Remove duplicate [XMP-mwg-rs] Face tag names; keep only "smallest" one

Started by josjonkeren, July 27, 2020, 05:27:23 AM

Previous topic - Next topic

josjonkeren

Hello.

I have tagged my pictures with different software programs through the years. Those programs wrote the tags to the XMP-mwg-rs tag inside the picture file, which is good.
At this time I use Picasa to tag all faces correctly. Although it is old software, I find picasa to have the easiest and fastest user interface for doing this.
Also have tried Digikam and iMatch.

What I find now is that after confirming faces in Picasa, many of the 15.000+ files have duplicate face tags assigned to them.

Often times, one face tag is displayed on the correct position on the picture; and another at a completely wrong location (so a part of the picture where the face does not appear).
The duplicate name tag itself is correct, but on the wrong location in the picture.
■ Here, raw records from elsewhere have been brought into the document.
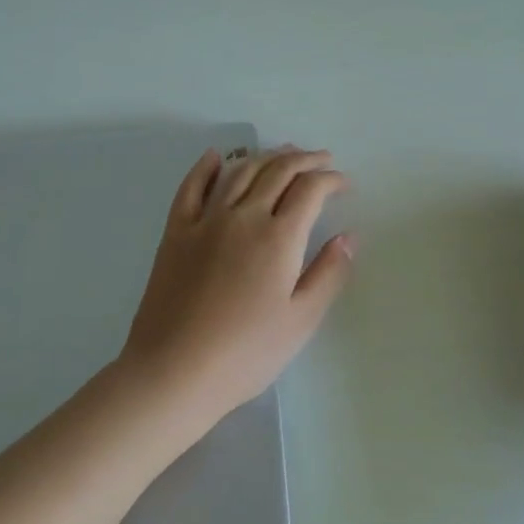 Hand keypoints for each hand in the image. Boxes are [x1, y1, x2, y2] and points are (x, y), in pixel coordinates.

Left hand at [120, 146, 354, 429]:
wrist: (173, 371)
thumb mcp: (301, 321)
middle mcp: (243, 215)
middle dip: (305, 159)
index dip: (331, 179)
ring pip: (240, 171)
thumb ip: (329, 273)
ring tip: (283, 152)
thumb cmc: (245, 353)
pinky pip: (191, 187)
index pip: (310, 189)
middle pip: (278, 170)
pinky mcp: (176, 232)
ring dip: (265, 155)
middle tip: (322, 159)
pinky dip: (206, 166)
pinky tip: (216, 156)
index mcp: (278, 237)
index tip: (344, 184)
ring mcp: (205, 220)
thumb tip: (349, 236) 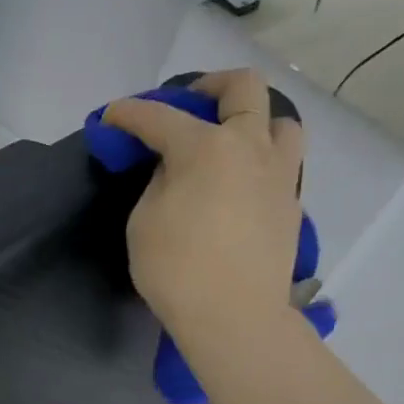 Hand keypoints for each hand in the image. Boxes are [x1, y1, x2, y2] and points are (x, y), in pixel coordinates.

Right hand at [100, 69, 305, 355]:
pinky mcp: (291, 203)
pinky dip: (260, 160)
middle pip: (242, 87)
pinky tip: (241, 185)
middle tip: (188, 105)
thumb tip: (176, 171)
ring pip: (279, 120)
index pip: (160, 117)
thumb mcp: (144, 222)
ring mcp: (279, 174)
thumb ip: (160, 183)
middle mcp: (249, 147)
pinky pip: (282, 163)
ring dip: (253, 119)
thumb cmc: (176, 270)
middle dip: (209, 86)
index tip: (112, 116)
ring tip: (230, 142)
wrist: (234, 316)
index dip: (130, 113)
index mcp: (205, 148) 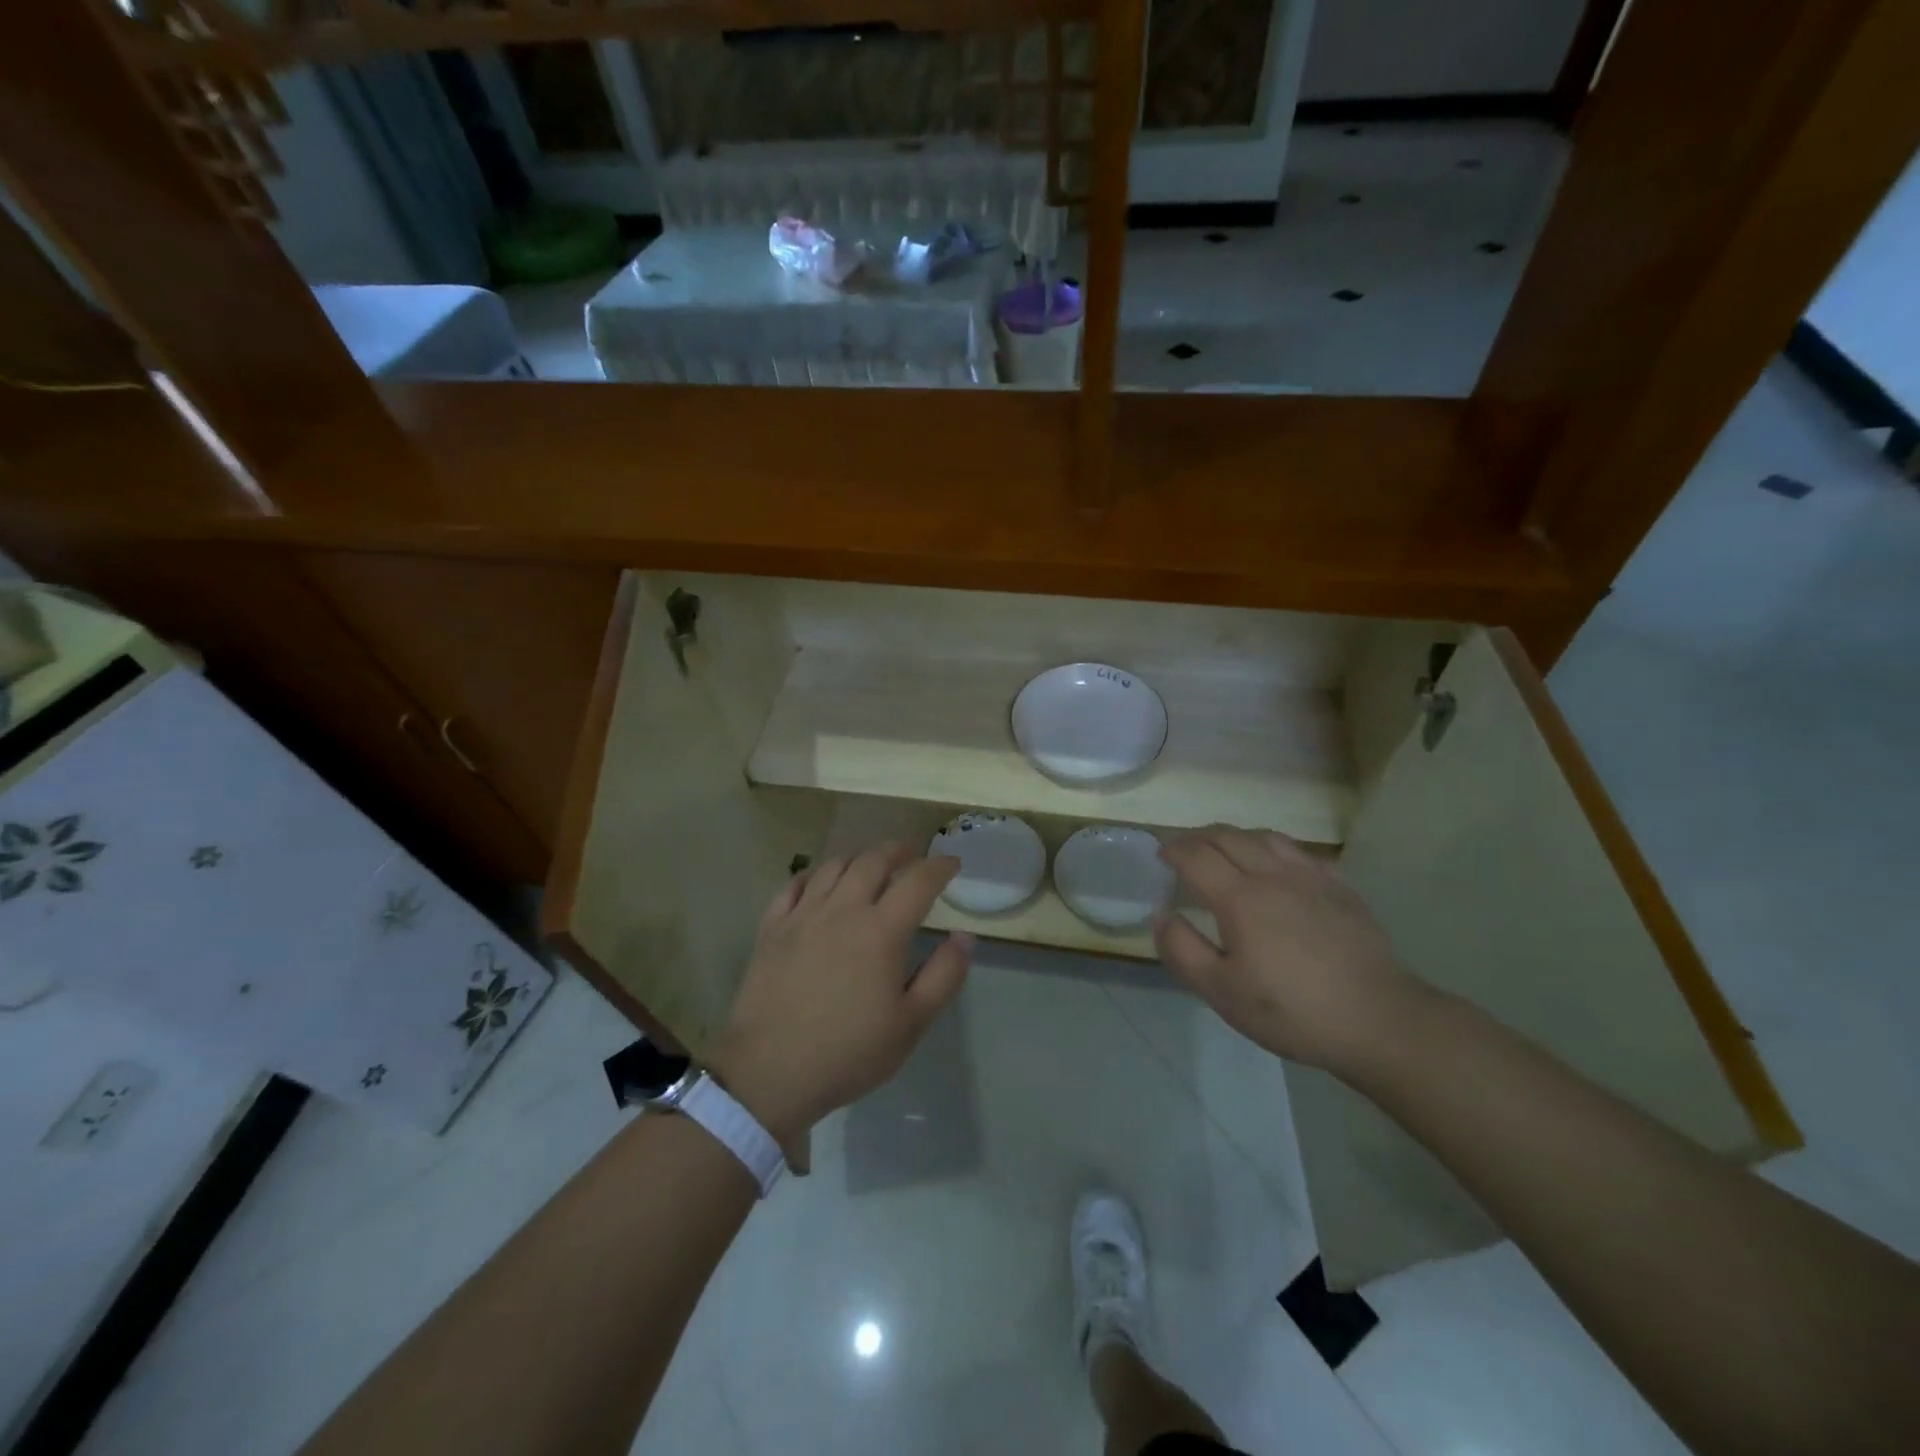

Or, both face tags are set on the correct location (over the "face" part of the picture), but one of the rectangles is a bit larger than the other.

One example:
[XMP-mwg-rs]    RegionAppliedToDimensionsW      : 3264
[XMP-mwg-rs]    RegionAppliedToDimensionsH      : 2448
[XMP-mwg-rs]    RegionAppliedToDimensionsUnit   : pixel
[XMP-mwg-rs]    RegionName                      : Ulrike Nagel, Lotta Jonkeren, Ulrike Nagel
[XMP-mwg-rs]    RegionType                      : Face, Face, Face
[XMP-mwg-rs]    RegionAreaX                     : 0.872702, 0.206036, 0.857843
[XMP-mwg-rs]    RegionAreaY                     : 0.839665, 0.696691, 0.860294
[XMP-mwg-rs]    RegionAreaW                     : 0.0719975, 0.0818015, 0.10049
[XMP-mwg-rs]    RegionAreaH                     : 0.0959967, 0.109069, 0.160948
[XMP-mwg-rs]    RegionAreaUnit                  : normalized, normalized, normalized



Is there a way to:
1. find duplicate XMP-mwg-rs face tags; and
2. "magically" know which one of the duplicates is the "wrong" one; and
3. delete the duplicate face tags, keeping only the correct ones?

I understand that maybe number 2. above might be not easy :)
Then, might we, of all duplicate face tags, find the duplicates, and delete the "largest dimension" face tag boxes, so that only the "smallest in dimension" face tags are kept?
Reason is, I find many of the pictures with duplicate face tags have one tag that is correct, and another face tag is defined to a much too large area (maybe half or more of the picture).
If we can delete the largest duplicate face tag, then I think the correct (smaller) ones remain.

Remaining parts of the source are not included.